The BED file contains the phenotypic data in a UCSC BED derived format. It is basically a BED file with one additional column per sample. Hereafter an example of 3 molecular phenotypes for 4 samples.
#Chr start end ID UNR1 UNR2 UNR3 UNR4 chr1 173863 173864 ENSG123 -0.50 0.82 -0.71 0.83
chr1 685395 685396 ENSG456 -1.13 1.18 -0.03 0.11
chr1 700304 700305 ENSG789 -1.18 1.32 -0.36 1.26
This file is TAB delimited. Each line corresponds to a single molecular phenotype. The first 4 columns are:
- Chromosome ID [string]
- Start genomic position of the phenotype (e.g. TSS) [integer]
- End genomic position of the phenotype (e.g. TSS) [integer]
- Phenotype ID [string]
Then additional columns give phenotype quantifications for all samples. Phenotype quantifications are encoded with floating numbers. This file should have P lines and N+4 columns where P and N are the numbers of phenotypes and samples, respectively.
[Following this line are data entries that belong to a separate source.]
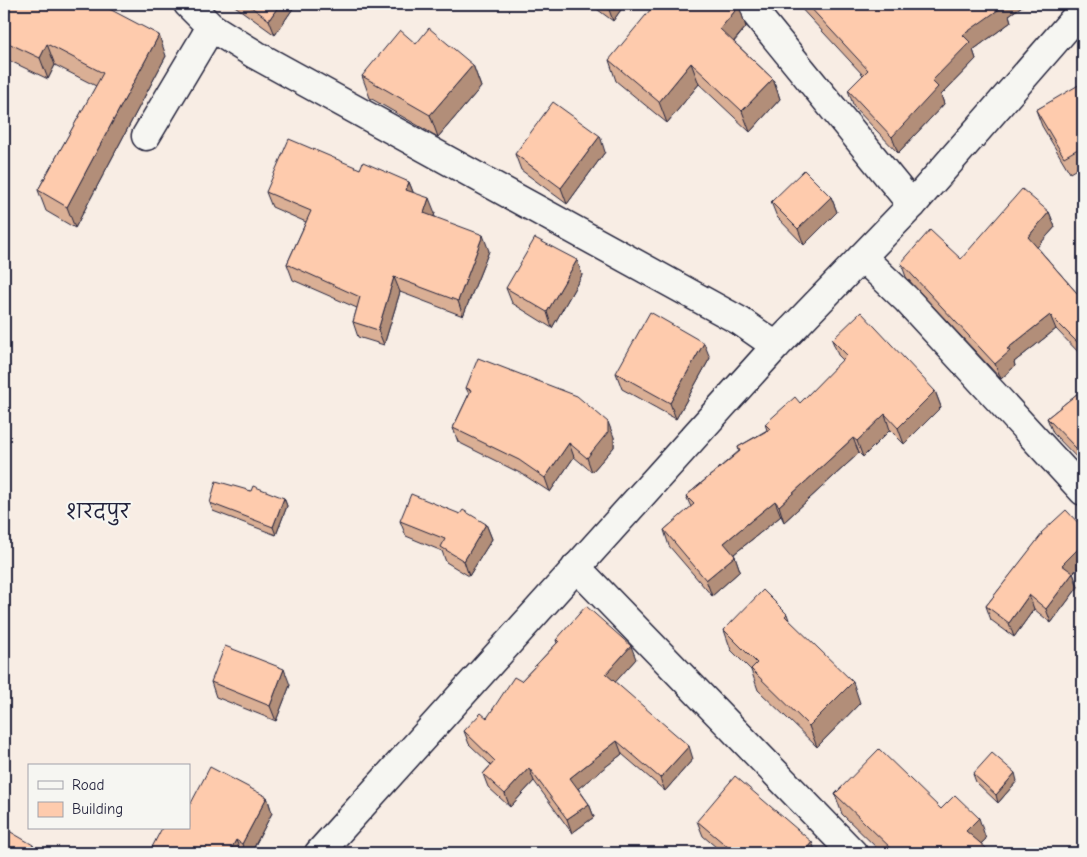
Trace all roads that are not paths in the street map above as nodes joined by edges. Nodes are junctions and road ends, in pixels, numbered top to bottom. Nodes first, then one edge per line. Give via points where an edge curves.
1 (188, 4) edge
2 (748, 4) edge
3 (1083, 8) edge
4 (211, 27) junction
5 (146, 136) dead end
6 (912, 205) junction
7 (862, 257) junction
8 (776, 346) junction
9 (1083, 491) edge
10 (576, 567) junction
11 (319, 853) edge
12 (853, 853) edge

1 - 4 street
2 - 6 street
3 - 6 street
4 - 5 street
4 - 8 street via 256,55 740,322
6 - 7 street
7 - 8 street
7 - 9 street via 906,299
8 - 10 street
10 - 11 street
10 - 12 street

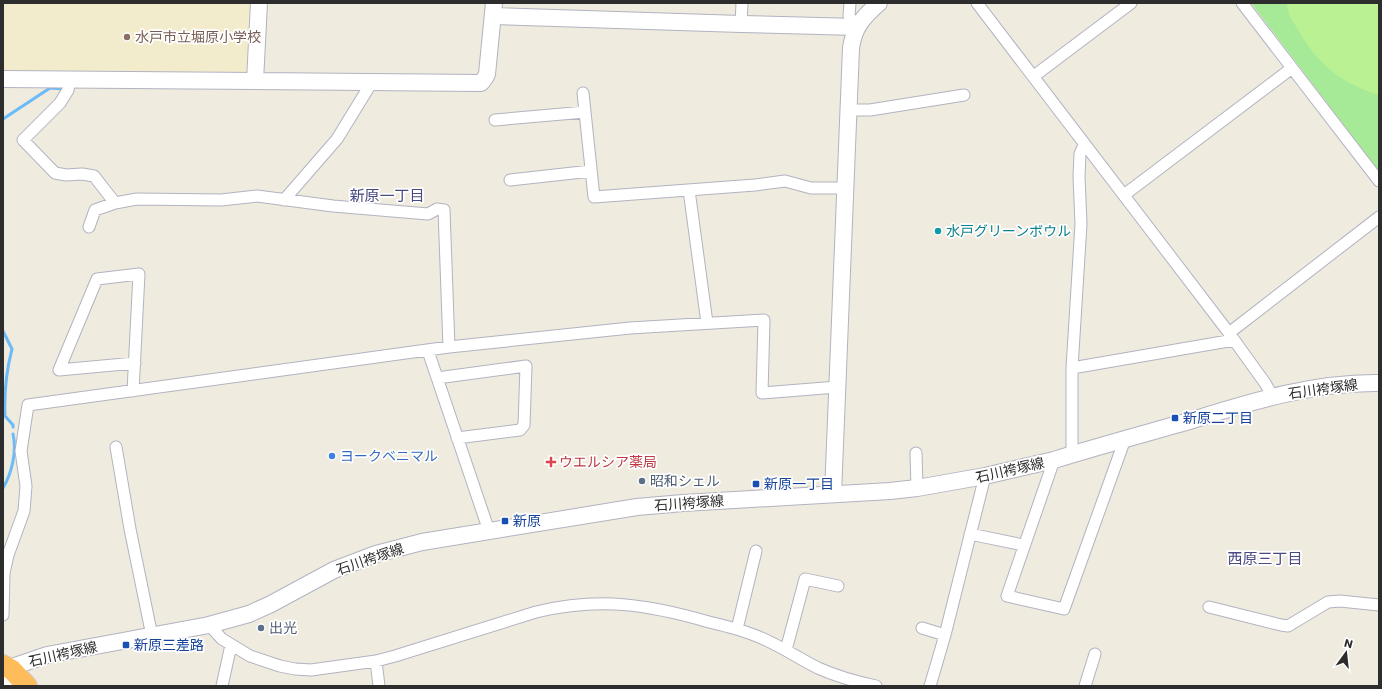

Indexing BED file (required)
To feed FastQTL with BED files containing phenotypes, you need to index them with tabix first. Hereafter, the commands that does it:
bgzip phenotypes.bed && tabix -p bed phenotypes.bed.gz
Look here for more details on Tabix and Bgzip command lines. The above command line produces a file phenotypes.bed.gz.tbi that contains the index for data.bed.gz. These tow files need to be together in the same folder in order for FastQTL do be able to also read the index file when reading phenotypes.bed.gz.